# [WORK TASK]
Retrieve all lines below that have the string "Orla".

# [SUPPLIED RECORDS]
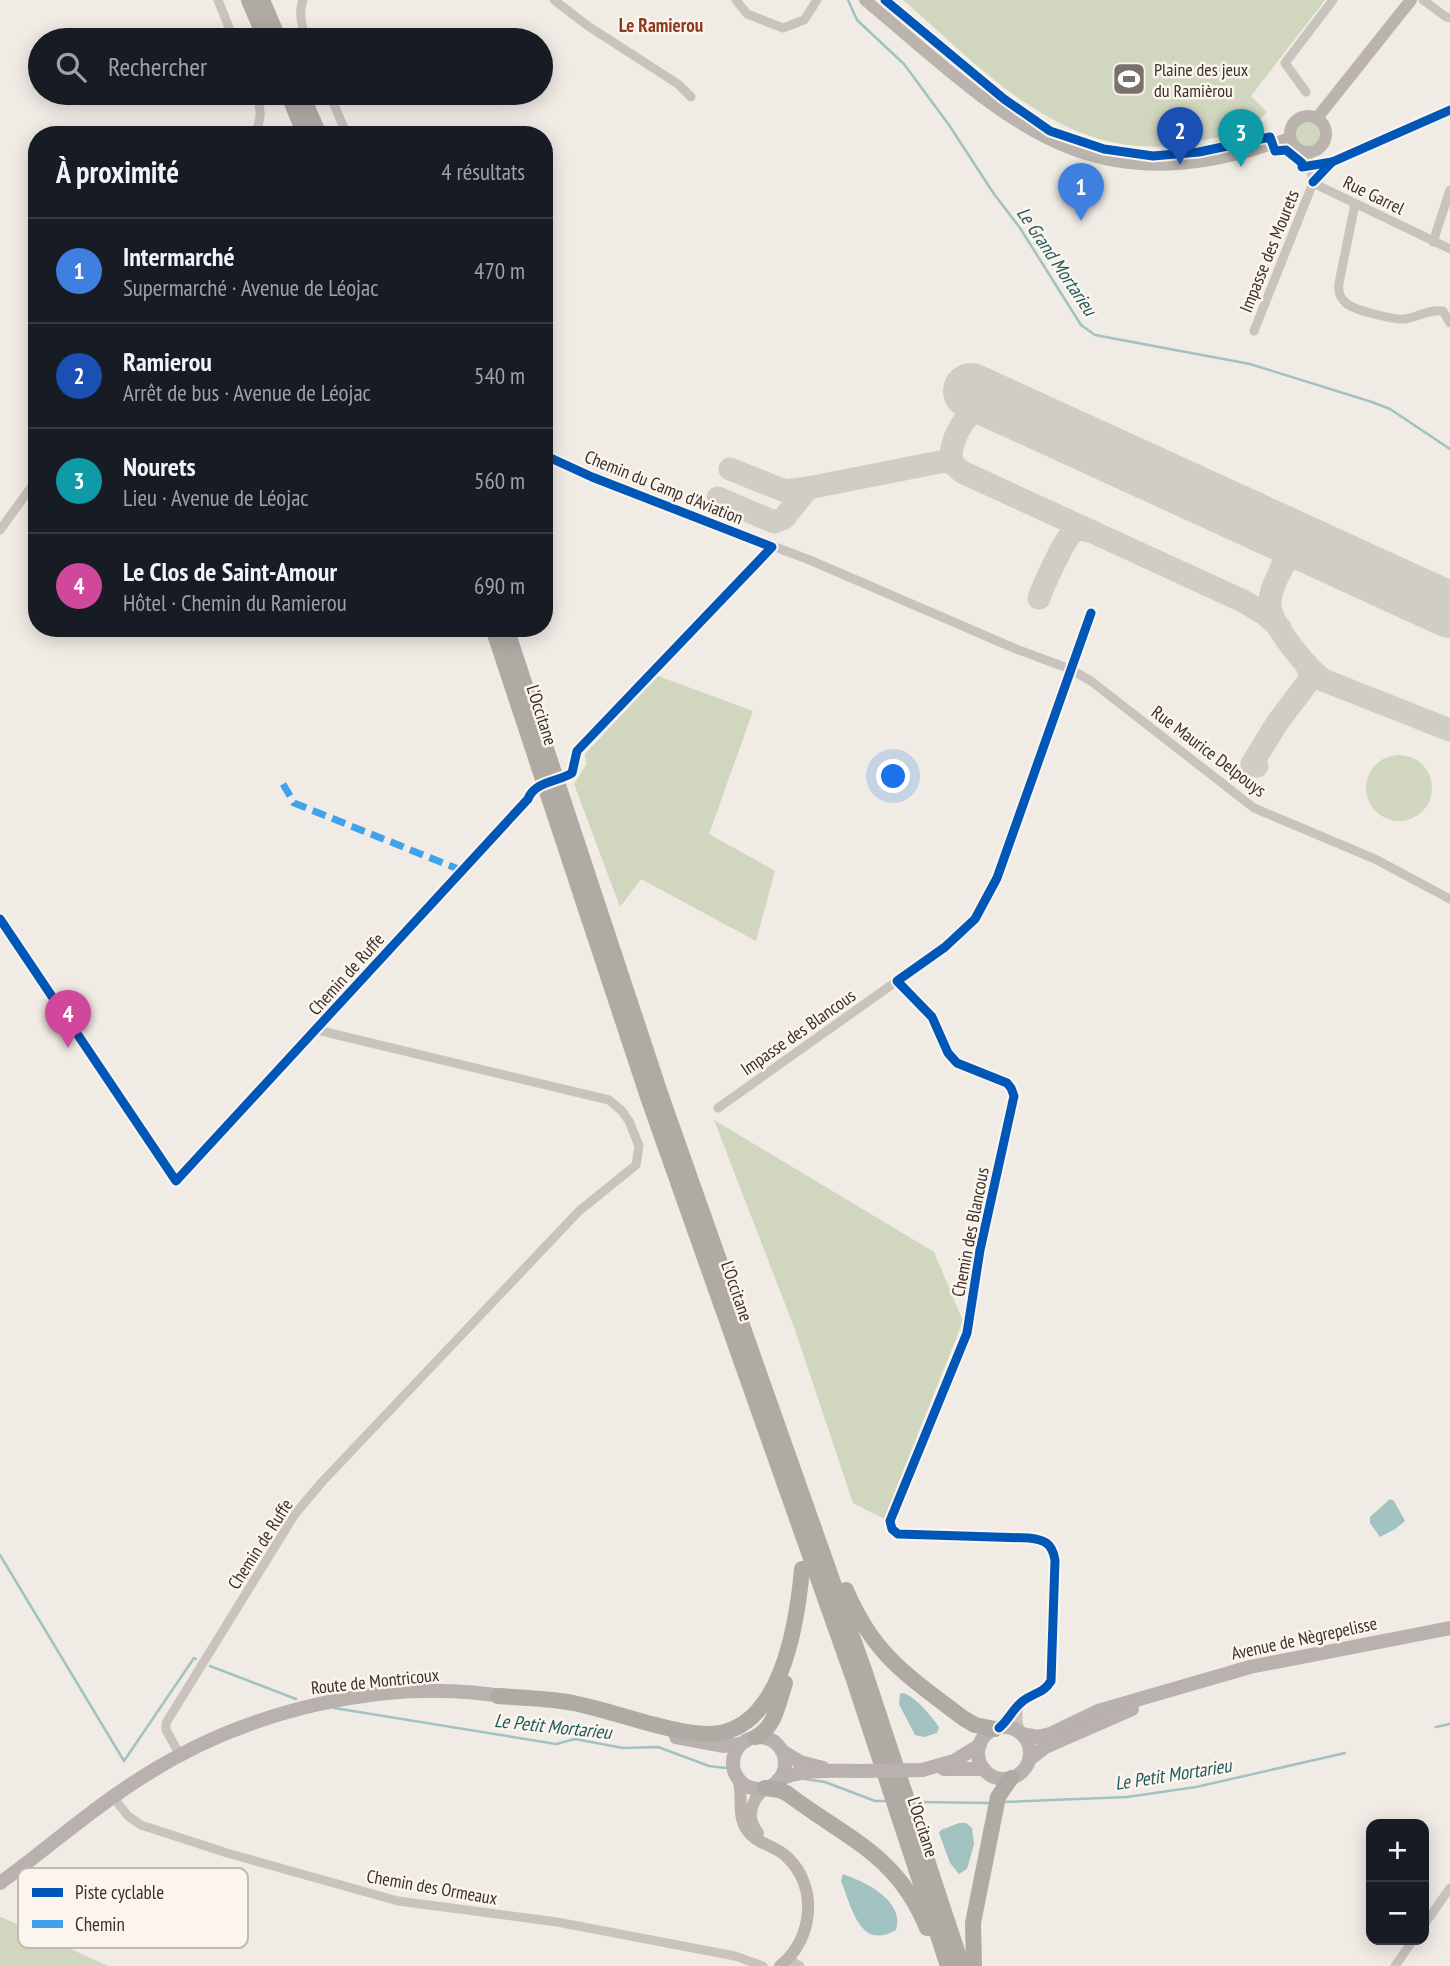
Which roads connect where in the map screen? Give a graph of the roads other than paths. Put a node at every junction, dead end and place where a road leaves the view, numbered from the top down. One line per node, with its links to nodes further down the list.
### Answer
1 (218, 0): 13 (street)
2 (249, 0): 14 (highway)
3 (262, 0): 15 (highway)
4 (303, 0): 16 (street)
5 (554, 0): 18 (street)
6 (736, 0): 7 (street)
7 (817, 0)
8 (865, 0): 28 (main road)
9 (1333, 0): 17 (street)
10 (1412, 0): 23 (main road)
11 (1423, 0): 12 (street)
12 (1450, 18)
13 (229, 28)
14 (260, 28)
15 (274, 28)
16 (301, 28)
17 (1306, 92)
18 (691, 97)
19 (259, 105): 24 (street)
20 (293, 105): 25 (highway)
21 (306, 105): 26 (highway)
22 (334, 105): 27 (street)
23 (1317, 118): 28 (main road); 29 (main road)
24 (258, 126)
25 (301, 126)
26 (315, 126)
27 (343, 126)
28 (1290, 138): 29 (main road)
29 (1308, 152): 30 (street)
30 (1313, 183): 32 (street, Rue Garrel); 36 (street, Impasse des Mourets)
31 (1450, 190): 33 (street)
32 (1355, 204): 33 (street, Rue Garrel); 35 (street)
33 (1433, 242): 34 (street, Rue Garrel)
34 (1450, 249)
35 (1450, 323)
36 (1254, 331)
37 (553, 460): 40 (street, Chemin du Camp d'Aviation)
38 (28, 491): 39 (street)
39 (0, 530)
40 (772, 547): 44 (street, Chemin du Camp d'Aviation); 45 (street)
41 (1091, 613): 44 (street)
42 (496, 637): 52 (highway, L'Occitane)
43 (509, 637): 53 (highway, L'Occitane)
44 (1070, 669): 47 (street, Rue Maurice Delpouys); 49 (street)
45 (565, 777)
46 (536, 787): 50 (street, Chemin de Ruffe)
47 (1450, 899)
48 (0, 919): 50 (street, Chemin de Ruffe)
49 (897, 981): 51 (street, Impasse des Blancous); 58 (street, Chemin des Blancous)
50 (317, 1030): 66 (street, Chemin de Ruffe)
51 (719, 1108)
52 (752, 1394): 54 (highway); 85 (highway, L'Occitane)
53 (775, 1417): 59 (highway); 86 (highway, L'Occitane)
54 (802, 1569): 57 (highway); 62 (highway)
55 (1450, 1628): 56 (main road, Avenue de Nègrepelisse)
56 (1167, 1692): 60 (main road, Avenue de Nègrepelisse); 67 (main road, Avenue de Nègrepelisse)
57 (498, 1696): 61 (main road, Route de Montricoux); 66 (main road, Route de Montricoux)
58 (1020, 1703): 59 (street, Chemin des Blancous); 60 (street)
59 (997, 1728): 60 (main road); 64 (main road)
60 (1022, 1734): 67 (main road)
61 (674, 1737): 63 (main road, Route de Montricoux); 71 (main road, Route de Montricoux)
62 (756, 1737): 63 (main road); 65 (main road)
63 (741, 1744): 71 (main road)
64 (980, 1745): 68 (main road); 69 (main road)
65 (782, 1751): 70 (main road); 73 (main road)
66 (180, 1755): 74 (main road, Route de Montricoux)
67 (1030, 1759): 72 (main road)
68 (984, 1769): 69 (main road); 72 (main road)
69 (922, 1770): 70 (main road, bridge)
70 (831, 1771): 73 (main road)
71 (736, 1774): 73 (main road); 75 (main road)
72 (1011, 1778): 87 (highway)
73 (772, 1784): 75 (main road); 84 (highway)
74 (113, 1797): 76 (main road, Route de Montricoux); 83 (street, Chemin des Ormeaux)
75 (768, 1844): 82 (main road)
76 (20, 1868)
77 (18, 1869): 78 (main road, Route de Montricoux)
78 (0, 1883)
79 (1450, 1888): 80 (street)
80 (1429, 1918)
81 (1410, 1945): 88 (street)
82 (790, 1964)
83 (763, 1966)
84 (941, 1966)
85 (948, 1966)
86 (962, 1966)
87 (974, 1966)
88 (1395, 1966)

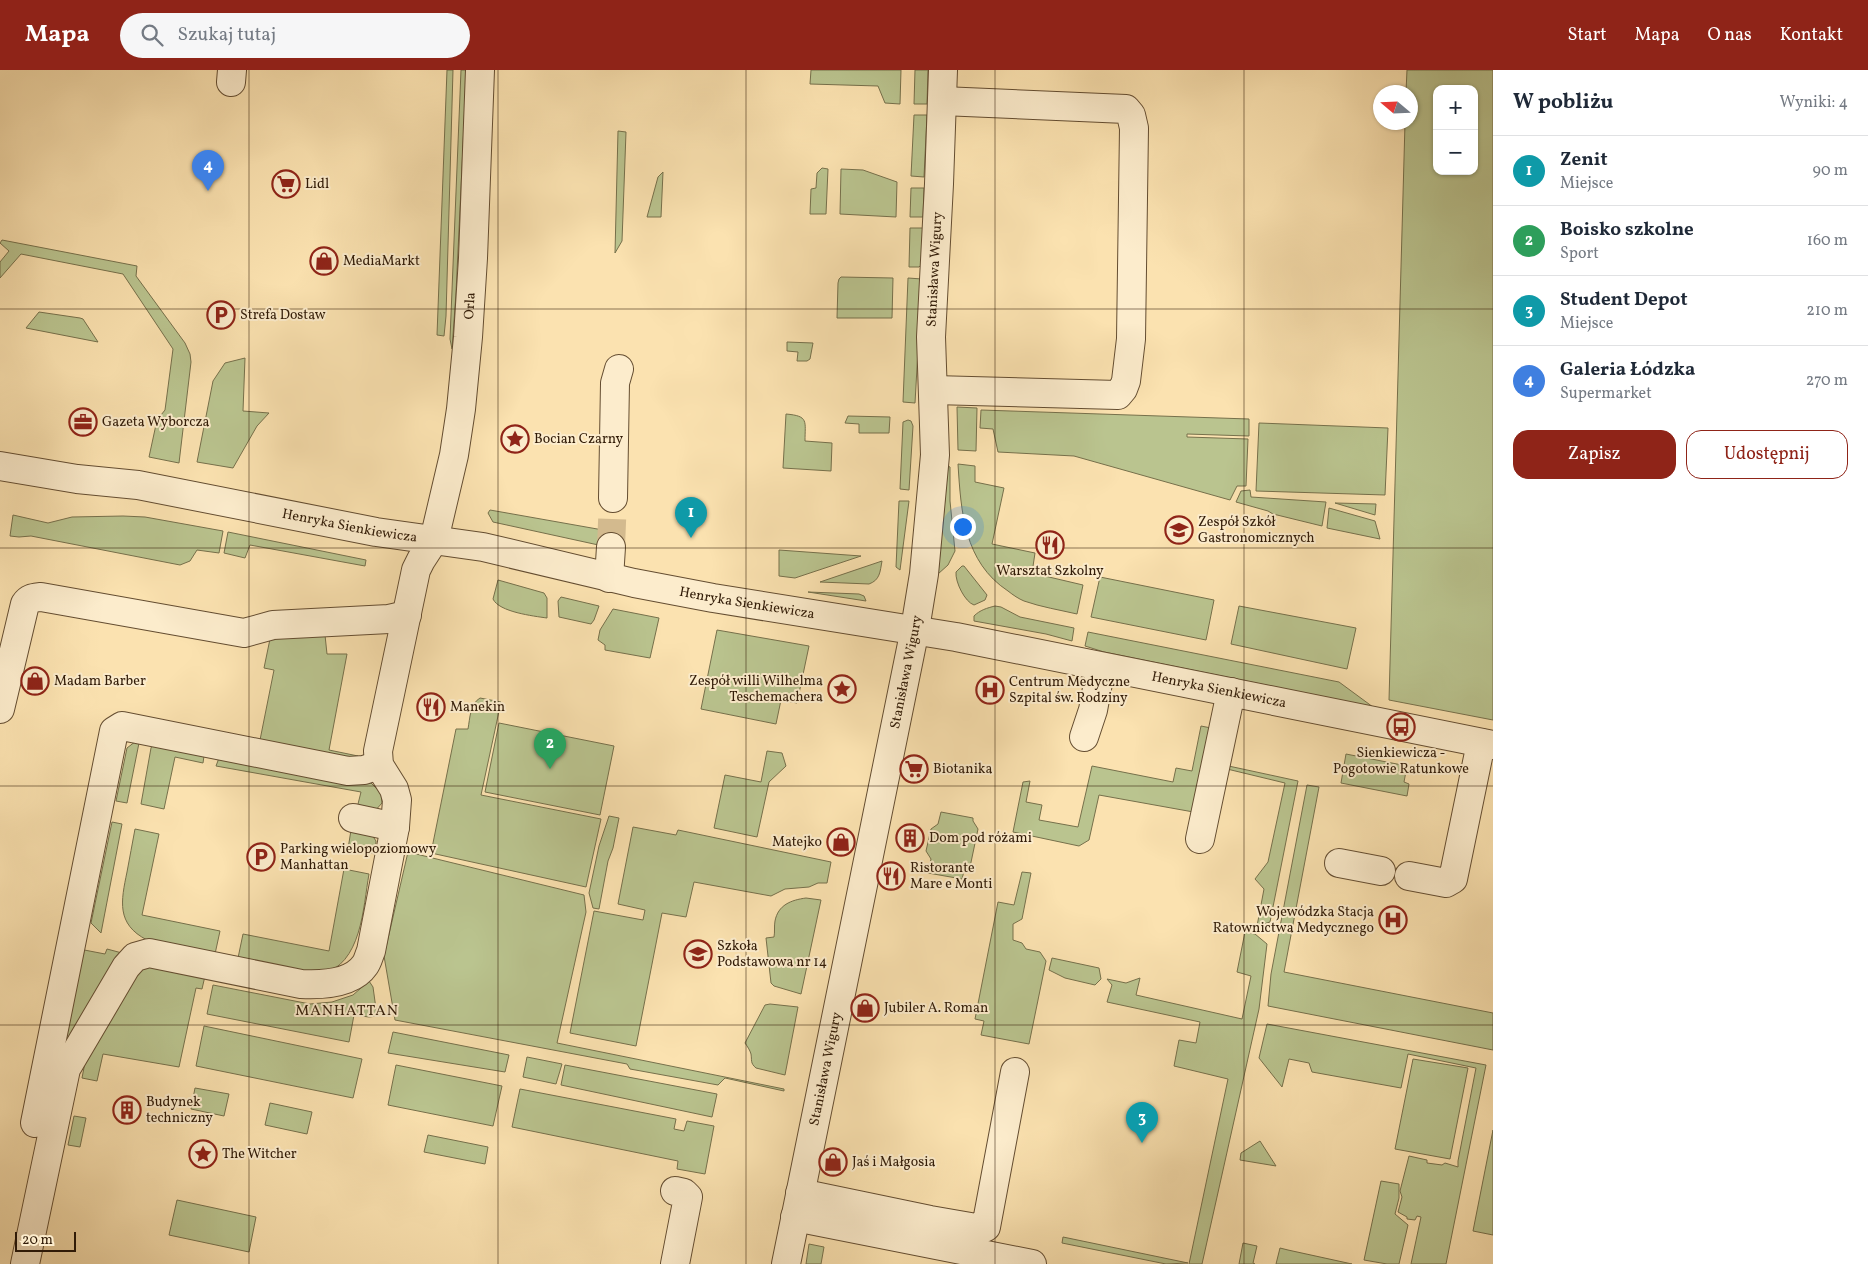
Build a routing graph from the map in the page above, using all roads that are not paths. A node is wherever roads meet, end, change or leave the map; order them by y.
1 (480, 70) edge
2 (943, 70) edge
3 (942, 101) junction
4 (620, 369) dead end
5 (934, 390) junction
6 (0, 466) edge
7 (613, 498) tunnel mouth
8 (434, 540) junction
9 (610, 547) tunnel mouth
10 (609, 578) junction
11 (407, 615) junction
12 (915, 629) junction
13 (1101, 667) junction
14 (1231, 692) junction
15 (0, 709) edge
16 (1084, 737) dead end
17 (1487, 744) edge
18 (379, 765) junction
19 (353, 818) dead end
20 (394, 834) junction
21 (1200, 839) dead end
22 (1339, 863) dead end
23 (1381, 871) dead end
24 (1409, 876) dead end
25 (1015, 1072) dead end
26 (31, 1142) dead end
27 (675, 1191) dead end
28 (798, 1205) junction
29 (25, 1264) edge
30 (675, 1264) edge
31 (786, 1264) edge
32 (1032, 1264) edge

1 - 8 street, Orla
2 - 3 street, Stanisława Wigury
3 - 5 street, Stanisława Wigury
3 - 5 street
4 - 7 street
5 - 12 street, Stanisława Wigury
6 - 8 street, Henryka Sienkiewicza
8 - 10 street, Henryka Sienkiewicza
8 - 11 street, Orla
9 - 10 street
10 - 12 street, Henryka Sienkiewicza
11 - 15 street
11 - 18 street, Orla
12 - 13 street, Henryka Sienkiewicza
12 - 28 street, Stanisława Wigury
13 - 14 street, Henryka Sienkiewicza
13 - 16 street
14 - 17 street, Henryka Sienkiewicza
14 - 21 street
17 - 24 street
18 - 20 street
18 - 26 street
19 - 20 street
20 - 29 street
22 - 23 street
25 - 28 street
27 - 30 street
28 - 31 street, Stanisława Wigury
28 - 32 street

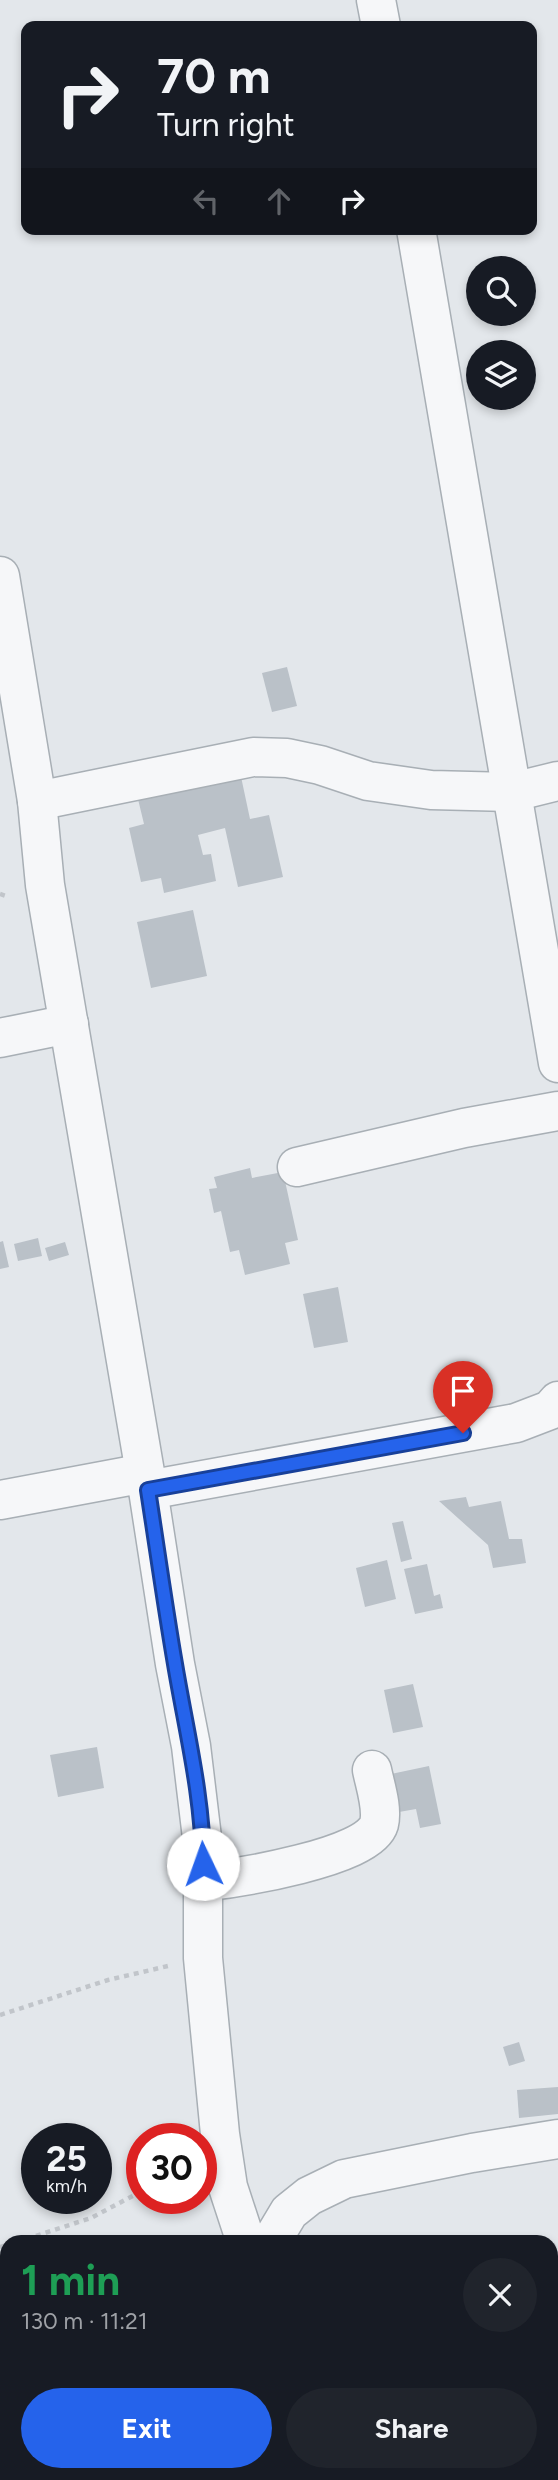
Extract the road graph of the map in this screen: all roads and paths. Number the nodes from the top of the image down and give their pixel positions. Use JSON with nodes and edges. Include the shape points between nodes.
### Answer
{"nodes":[{"id":1,"x":376,"y":0,"type":"edge"},
{"id":2,"x":380,"y":21,"type":"edge"},
{"id":3,"x":417,"y":235,"type":"edge"},
{"id":4,"x":0,"y":576,"type":"edge"},
{"id":5,"x":558,"y":781,"type":"edge"},
{"id":6,"x":513,"y":792,"type":"junction"},
{"id":7,"x":37,"y":801,"type":"junction"},
{"id":8,"x":69,"y":1024,"type":"junction"},
{"id":9,"x":0,"y":1038,"type":"edge"},
{"id":10,"x":558,"y":1063,"type":"edge"},
{"id":11,"x":558,"y":1111,"type":"edge"},
{"id":12,"x":296,"y":1167,"type":"dead end"},
{"id":13,"x":558,"y":1401,"type":"edge"},
{"id":14,"x":147,"y":1482,"type":"junction"},
{"id":15,"x":0,"y":1500,"type":"edge"},
{"id":16,"x":372,"y":1770,"type":"dead end"},
{"id":17,"x":203,"y":1882,"type":"junction"},
{"id":18,"x":203,"y":1958,"type":"junction"},
{"id":19,"x":0,"y":2015,"type":"edge"},
{"id":20,"x":558,"y":2139,"type":"edge"},
{"id":21,"x":126,"y":2199,"type":"edge"},
{"id":22,"x":39,"y":2235,"type":"edge"},
{"id":23,"x":244,"y":2235,"type":"edge"},
{"id":24,"x":275,"y":2235,"type":"edge"}],
"edges":[{"from":1,"to":2,"type":"street"},
{"from":3,"to":6,"type":"street"},
{"from":4,"to":7,"type":"street"},
{"from":5,"to":6,"type":"street"},
{"from":6,"to":7,"type":"street","via":[[431,790],[368,782],[298,760],[253,757]]},
{"from":6,"to":10,"type":"street"},
{"from":7,"to":8,"type":"street","via":[[45,885]]},
{"from":8,"to":9,"type":"street"},
{"from":8,"to":14,"type":"street"},
{"from":11,"to":12,"type":"street"},
{"from":13,"to":14,"type":"street","via":[[550,1410],[516,1423]]},
{"from":14,"to":15,"type":"street"},
{"from":14,"to":17,"type":"street","via":[[191,1746]]},
{"from":16,"to":17,"type":"street","via":[[379,1824],[365,1840],[314,1860]]},
{"from":17,"to":18,"type":"street"},
{"from":18,"to":19,"type":"path","via":[[108,1980]]},
{"from":18,"to":23,"type":"street","via":[[228,2186]]},
{"from":20,"to":24,"type":"street","via":[[344,2179],[289,2212]]},
{"from":21,"to":22,"type":"path","via":[[91,2218]]}]}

# [YOUR SOLUTION]
1 - 8 street, Orla
8 - 11 street, Orla
11 - 18 street, Orla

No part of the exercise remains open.